Diane: I think we should have them over more often.

Ronald 'Ron' Thompson: Your dad will go to jail, your mother too. After all she paid for, that makes her accomplice. Do you even know what it's like in jail?
Amy: I'm not even going to tell you one more time to shut up.
Ronald 'Ron' Thompson: And then what? You'll smack me? You'll go to jail. I'll tell them after a big bee ate my brother you smacked me around. No jury in the world would fail to convict you. The whole Szalinski family is going to be in jail for life...
Amy: Look, my dad's invention works and so when we get home and he fixes us, we're gonna be so rich. You're gonna regret this.
Ronald 'Ron' Thompson: Um... Amy, you know I've always liked your family. Your dad's a real nice guy. He's not as weird as I thought he was. I love you and Nick like... Like my own brother and sister.

Russell 'Russ' Thompson, Jr.: So, you like to dance?
Amy: Yeah... You could see me?
Russell 'Russ' Thompson, Jr.: Well, no... Well yeah, yeah I could see you... But I wasn't watching you. I...

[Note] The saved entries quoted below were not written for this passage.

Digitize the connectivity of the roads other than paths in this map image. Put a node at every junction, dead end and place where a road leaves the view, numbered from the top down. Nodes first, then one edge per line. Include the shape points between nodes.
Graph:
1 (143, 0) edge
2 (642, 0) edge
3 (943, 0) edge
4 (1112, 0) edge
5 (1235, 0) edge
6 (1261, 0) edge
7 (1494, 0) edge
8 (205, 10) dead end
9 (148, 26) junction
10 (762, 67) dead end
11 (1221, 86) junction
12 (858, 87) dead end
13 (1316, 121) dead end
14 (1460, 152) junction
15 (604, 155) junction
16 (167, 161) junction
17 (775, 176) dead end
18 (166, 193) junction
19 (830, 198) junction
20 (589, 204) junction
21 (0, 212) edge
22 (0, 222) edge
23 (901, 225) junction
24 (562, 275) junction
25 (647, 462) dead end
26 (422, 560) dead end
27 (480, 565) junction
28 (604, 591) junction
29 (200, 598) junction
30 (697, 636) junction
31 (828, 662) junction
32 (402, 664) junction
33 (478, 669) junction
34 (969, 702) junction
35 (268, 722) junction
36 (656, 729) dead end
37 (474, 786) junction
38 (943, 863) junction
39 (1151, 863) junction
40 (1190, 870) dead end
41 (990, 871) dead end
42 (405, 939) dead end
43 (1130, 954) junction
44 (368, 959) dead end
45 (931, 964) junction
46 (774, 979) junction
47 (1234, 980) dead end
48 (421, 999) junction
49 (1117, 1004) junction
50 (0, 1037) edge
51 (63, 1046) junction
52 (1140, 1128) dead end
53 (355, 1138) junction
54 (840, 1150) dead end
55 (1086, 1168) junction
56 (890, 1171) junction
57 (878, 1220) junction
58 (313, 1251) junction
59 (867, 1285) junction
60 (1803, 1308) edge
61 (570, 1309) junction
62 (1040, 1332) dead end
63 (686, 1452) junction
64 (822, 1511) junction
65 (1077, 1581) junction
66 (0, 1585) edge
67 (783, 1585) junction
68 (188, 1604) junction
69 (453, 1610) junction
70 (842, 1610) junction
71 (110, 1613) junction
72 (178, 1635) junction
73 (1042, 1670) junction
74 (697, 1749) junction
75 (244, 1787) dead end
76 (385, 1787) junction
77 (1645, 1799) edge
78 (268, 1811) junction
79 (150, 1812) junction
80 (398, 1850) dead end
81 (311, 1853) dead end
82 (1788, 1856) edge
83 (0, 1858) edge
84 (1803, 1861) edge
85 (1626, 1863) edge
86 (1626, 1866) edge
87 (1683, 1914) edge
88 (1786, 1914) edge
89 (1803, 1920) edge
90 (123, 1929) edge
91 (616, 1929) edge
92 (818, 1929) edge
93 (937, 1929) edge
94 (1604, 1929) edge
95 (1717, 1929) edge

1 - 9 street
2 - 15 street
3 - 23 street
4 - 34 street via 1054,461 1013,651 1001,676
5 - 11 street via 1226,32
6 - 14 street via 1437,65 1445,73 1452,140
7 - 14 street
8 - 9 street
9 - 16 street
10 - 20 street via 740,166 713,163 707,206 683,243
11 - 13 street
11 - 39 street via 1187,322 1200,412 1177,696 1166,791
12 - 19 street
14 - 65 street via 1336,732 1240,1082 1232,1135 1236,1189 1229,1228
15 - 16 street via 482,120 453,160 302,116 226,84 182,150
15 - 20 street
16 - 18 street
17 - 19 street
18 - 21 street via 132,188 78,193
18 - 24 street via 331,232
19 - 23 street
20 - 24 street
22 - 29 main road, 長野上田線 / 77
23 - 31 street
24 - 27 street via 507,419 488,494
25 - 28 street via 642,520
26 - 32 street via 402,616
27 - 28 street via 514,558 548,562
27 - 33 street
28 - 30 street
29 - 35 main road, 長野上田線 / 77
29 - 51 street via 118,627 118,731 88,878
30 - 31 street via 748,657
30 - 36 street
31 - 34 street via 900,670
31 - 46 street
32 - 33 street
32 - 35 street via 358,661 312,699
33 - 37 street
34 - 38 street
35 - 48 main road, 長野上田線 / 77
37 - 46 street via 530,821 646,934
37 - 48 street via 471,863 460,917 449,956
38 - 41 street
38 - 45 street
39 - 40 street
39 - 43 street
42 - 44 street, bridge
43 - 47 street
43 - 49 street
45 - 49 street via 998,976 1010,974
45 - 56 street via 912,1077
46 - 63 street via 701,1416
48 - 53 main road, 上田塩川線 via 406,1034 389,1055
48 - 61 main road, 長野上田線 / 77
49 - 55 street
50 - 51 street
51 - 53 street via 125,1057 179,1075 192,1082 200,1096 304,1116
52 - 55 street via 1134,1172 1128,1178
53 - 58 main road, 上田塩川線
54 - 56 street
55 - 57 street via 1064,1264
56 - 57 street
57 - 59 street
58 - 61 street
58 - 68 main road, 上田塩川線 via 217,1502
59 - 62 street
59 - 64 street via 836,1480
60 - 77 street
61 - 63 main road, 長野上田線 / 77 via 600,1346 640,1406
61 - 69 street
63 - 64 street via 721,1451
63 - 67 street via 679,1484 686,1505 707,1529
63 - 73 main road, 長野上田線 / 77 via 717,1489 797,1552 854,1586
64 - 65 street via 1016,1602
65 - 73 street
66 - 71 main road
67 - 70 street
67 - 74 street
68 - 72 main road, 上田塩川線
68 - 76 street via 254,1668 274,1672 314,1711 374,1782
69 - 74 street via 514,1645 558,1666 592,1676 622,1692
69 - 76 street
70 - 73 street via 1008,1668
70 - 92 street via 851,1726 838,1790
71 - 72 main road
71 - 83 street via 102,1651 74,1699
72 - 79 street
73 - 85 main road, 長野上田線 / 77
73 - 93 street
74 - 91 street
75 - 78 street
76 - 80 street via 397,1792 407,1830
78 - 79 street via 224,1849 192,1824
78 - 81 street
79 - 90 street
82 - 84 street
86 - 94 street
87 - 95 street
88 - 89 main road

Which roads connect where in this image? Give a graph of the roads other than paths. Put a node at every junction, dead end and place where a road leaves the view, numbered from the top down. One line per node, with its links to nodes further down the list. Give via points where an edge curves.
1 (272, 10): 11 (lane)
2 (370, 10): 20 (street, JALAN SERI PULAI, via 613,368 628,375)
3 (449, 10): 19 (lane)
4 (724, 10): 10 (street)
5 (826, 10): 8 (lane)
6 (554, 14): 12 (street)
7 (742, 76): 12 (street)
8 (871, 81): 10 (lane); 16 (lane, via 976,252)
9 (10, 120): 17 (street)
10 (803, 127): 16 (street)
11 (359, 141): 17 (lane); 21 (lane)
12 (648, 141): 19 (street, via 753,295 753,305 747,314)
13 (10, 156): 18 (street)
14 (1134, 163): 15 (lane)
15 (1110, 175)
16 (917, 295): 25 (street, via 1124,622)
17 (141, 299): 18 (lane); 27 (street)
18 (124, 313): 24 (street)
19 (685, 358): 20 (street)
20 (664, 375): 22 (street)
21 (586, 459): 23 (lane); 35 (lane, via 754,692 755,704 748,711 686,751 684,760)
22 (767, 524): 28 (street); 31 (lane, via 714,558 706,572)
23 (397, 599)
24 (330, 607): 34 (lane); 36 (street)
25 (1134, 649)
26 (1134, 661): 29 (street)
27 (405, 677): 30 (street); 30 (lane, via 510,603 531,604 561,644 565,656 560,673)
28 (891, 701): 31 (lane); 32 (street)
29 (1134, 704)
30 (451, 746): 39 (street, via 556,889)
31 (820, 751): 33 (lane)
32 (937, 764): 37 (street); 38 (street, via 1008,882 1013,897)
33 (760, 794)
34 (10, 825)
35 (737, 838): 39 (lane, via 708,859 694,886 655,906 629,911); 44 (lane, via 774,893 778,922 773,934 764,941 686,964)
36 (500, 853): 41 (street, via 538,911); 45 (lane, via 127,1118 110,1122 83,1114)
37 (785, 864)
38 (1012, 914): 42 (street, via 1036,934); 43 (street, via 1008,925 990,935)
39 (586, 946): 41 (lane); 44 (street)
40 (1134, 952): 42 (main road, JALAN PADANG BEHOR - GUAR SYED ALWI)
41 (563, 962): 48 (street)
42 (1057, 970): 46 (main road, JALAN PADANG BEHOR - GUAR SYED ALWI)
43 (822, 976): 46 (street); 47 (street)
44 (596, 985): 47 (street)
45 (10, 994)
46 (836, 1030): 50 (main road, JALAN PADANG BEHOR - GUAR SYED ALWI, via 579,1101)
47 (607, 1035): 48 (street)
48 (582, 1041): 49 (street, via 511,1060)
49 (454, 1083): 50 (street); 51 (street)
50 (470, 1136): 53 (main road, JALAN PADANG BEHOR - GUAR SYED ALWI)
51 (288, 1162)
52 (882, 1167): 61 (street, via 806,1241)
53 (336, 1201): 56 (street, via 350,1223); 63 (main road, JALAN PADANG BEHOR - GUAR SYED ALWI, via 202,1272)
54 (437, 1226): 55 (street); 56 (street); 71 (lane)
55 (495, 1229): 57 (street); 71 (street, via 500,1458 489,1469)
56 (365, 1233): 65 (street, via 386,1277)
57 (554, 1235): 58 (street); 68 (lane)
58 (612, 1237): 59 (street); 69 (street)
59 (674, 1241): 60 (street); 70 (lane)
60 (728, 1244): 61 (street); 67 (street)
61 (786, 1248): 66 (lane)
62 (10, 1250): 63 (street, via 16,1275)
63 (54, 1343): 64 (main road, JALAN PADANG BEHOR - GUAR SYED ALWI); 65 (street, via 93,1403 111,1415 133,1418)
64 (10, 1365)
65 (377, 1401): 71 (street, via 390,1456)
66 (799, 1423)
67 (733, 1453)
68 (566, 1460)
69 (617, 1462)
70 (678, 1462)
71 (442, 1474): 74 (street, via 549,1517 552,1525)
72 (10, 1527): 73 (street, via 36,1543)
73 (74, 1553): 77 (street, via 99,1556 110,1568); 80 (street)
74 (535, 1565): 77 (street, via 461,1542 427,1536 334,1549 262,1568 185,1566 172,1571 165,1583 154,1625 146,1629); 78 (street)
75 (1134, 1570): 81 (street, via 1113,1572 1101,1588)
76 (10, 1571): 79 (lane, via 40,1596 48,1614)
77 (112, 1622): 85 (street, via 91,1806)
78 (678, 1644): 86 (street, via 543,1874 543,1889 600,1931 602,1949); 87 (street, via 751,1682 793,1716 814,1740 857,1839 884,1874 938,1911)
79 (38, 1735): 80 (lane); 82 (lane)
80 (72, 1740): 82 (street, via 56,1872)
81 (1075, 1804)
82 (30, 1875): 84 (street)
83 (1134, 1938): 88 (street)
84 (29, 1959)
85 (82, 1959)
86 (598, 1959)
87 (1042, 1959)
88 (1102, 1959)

[the ground starts to vibrate beneath the kids' feet]
Ronald 'Ron' Thompson: EARTHQUAKE!!
Nick: No worse, LAWNMOWER!!

Russell 'Russ' Thompson, Jr.: Hey, Ron, this is a lot better than those nature hikes dad drags...(looks up) AAAHHHH!!!!!!!
Amy: Nick, don't you ever pick up your toys?
Ronald 'Ron' Thompson: What a wimp!
Nick: I've been looking for that guy.

About Honey, I Shrunk The Kids[edit]

  • They were kind of nervous. It was after Re-Animator had come out, and our kids were complaining that they couldn’t see these movies that we were making. We came up with the idea for Honey! I Shrunk the Kids, and took it to Disney. They liked it, and we developed it for them. We got Ed Naha, who wrote Dolls, which we had done together, to write the script. I was going to direct, and did all the planning and worked out the special effects, and two weeks before it started shooting I got sick and couldn’t do it. They got Joe Johnston to direct the film, and I was pretty pleased with the results…It’s funny. When people talk about [Honey! I Shrunk The Kids] they say, “It’s so different.” Really, it’s not that different than Re-Animator. It’s about a mad scientist and an experiment that goes wrong, and so forth…the potential for severing some heads was there, when you have a giant ant coming at you with those big mandibles. Who knows what could happen?

̈** Stuart Gordon [1]

  • Stuart and Brian had young children back then and came up with this idea about shrunken kids. They pitched it to Disney and the studio was interested. So, they approached me about working with them and we came up with the story. When I was a kid on the East Coast, there was a comic strip in the Sunday edition of The New York Daily News called the Teenie-Weenies. It was one huge frame showing little people riding around on mice or sitting in thimbles and I just loved that. There was also a little guy or girl that you could cut out of the newspaper and paste on cardboard to play with. So, in a way, I was prepared for this sort of thing ever since I could hold a newspaper in my chubby little hands.